▶ _What the exercise asks_
I'd like the records transcribed exactly, leaving the images out.

▶ _Stored data entries_
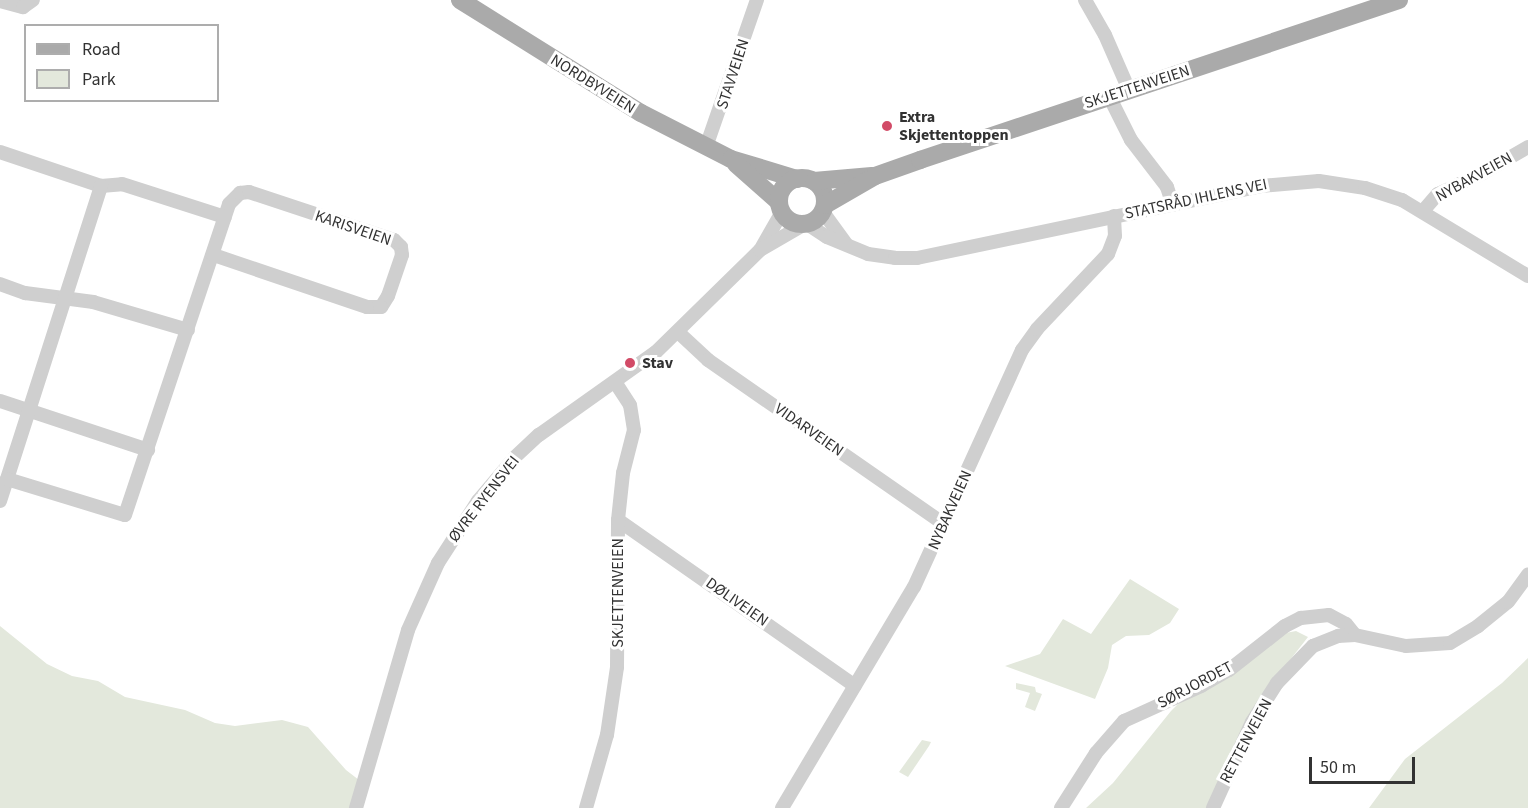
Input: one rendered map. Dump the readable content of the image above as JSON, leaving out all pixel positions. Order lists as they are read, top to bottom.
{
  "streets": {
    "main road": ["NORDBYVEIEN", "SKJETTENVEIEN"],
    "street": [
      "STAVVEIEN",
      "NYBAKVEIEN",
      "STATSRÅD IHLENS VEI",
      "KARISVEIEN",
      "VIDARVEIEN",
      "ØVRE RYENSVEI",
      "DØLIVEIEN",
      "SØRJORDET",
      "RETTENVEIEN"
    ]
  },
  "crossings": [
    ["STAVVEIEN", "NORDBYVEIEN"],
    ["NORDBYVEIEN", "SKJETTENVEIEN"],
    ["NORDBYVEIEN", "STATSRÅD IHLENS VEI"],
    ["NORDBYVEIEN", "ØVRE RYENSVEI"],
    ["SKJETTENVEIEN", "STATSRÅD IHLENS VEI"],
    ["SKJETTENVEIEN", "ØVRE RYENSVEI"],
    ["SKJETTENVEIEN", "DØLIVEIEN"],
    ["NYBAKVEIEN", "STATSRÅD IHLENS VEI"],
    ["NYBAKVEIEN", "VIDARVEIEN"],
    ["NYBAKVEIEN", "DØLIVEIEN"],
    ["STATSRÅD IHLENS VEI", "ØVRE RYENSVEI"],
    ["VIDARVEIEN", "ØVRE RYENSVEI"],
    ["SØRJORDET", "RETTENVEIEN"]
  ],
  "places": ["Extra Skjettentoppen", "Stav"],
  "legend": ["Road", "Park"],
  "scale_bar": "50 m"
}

▶ _Expected output_
Input: one rendered map. Dump the readable content of the image above as JSON, leaving out all pixel positions. Order lists as they are read, top to bottom.
{
  "streets": {
    "main road": ["NORDBYVEIEN", "SKJETTENVEIEN"],
    "street": [
      "STAVVEIEN",
      "NYBAKVEIEN",
      "STATSRÅD IHLENS VEI",
      "KARISVEIEN",
      "VIDARVEIEN",
      "ØVRE RYENSVEI",
      "DØLIVEIEN",
      "SØRJORDET",
      "RETTENVEIEN"
    ]
  },
  "crossings": [
    ["STAVVEIEN", "NORDBYVEIEN"],
    ["NORDBYVEIEN", "SKJETTENVEIEN"],
    ["NORDBYVEIEN", "STATSRÅD IHLENS VEI"],
    ["NORDBYVEIEN", "ØVRE RYENSVEI"],
    ["SKJETTENVEIEN", "STATSRÅD IHLENS VEI"],
    ["SKJETTENVEIEN", "ØVRE RYENSVEI"],
    ["SKJETTENVEIEN", "DØLIVEIEN"],
    ["NYBAKVEIEN", "STATSRÅD IHLENS VEI"],
    ["NYBAKVEIEN", "VIDARVEIEN"],
    ["NYBAKVEIEN", "DØLIVEIEN"],
    ["STATSRÅD IHLENS VEI", "ØVRE RYENSVEI"],
    ["VIDARVEIEN", "ØVRE RYENSVEI"],
    ["SØRJORDET", "RETTENVEIEN"]
  ],
  "places": ["Extra Skjettentoppen", "Stav"],
  "legend": ["Road", "Park"],
  "scale_bar": "50 m"
}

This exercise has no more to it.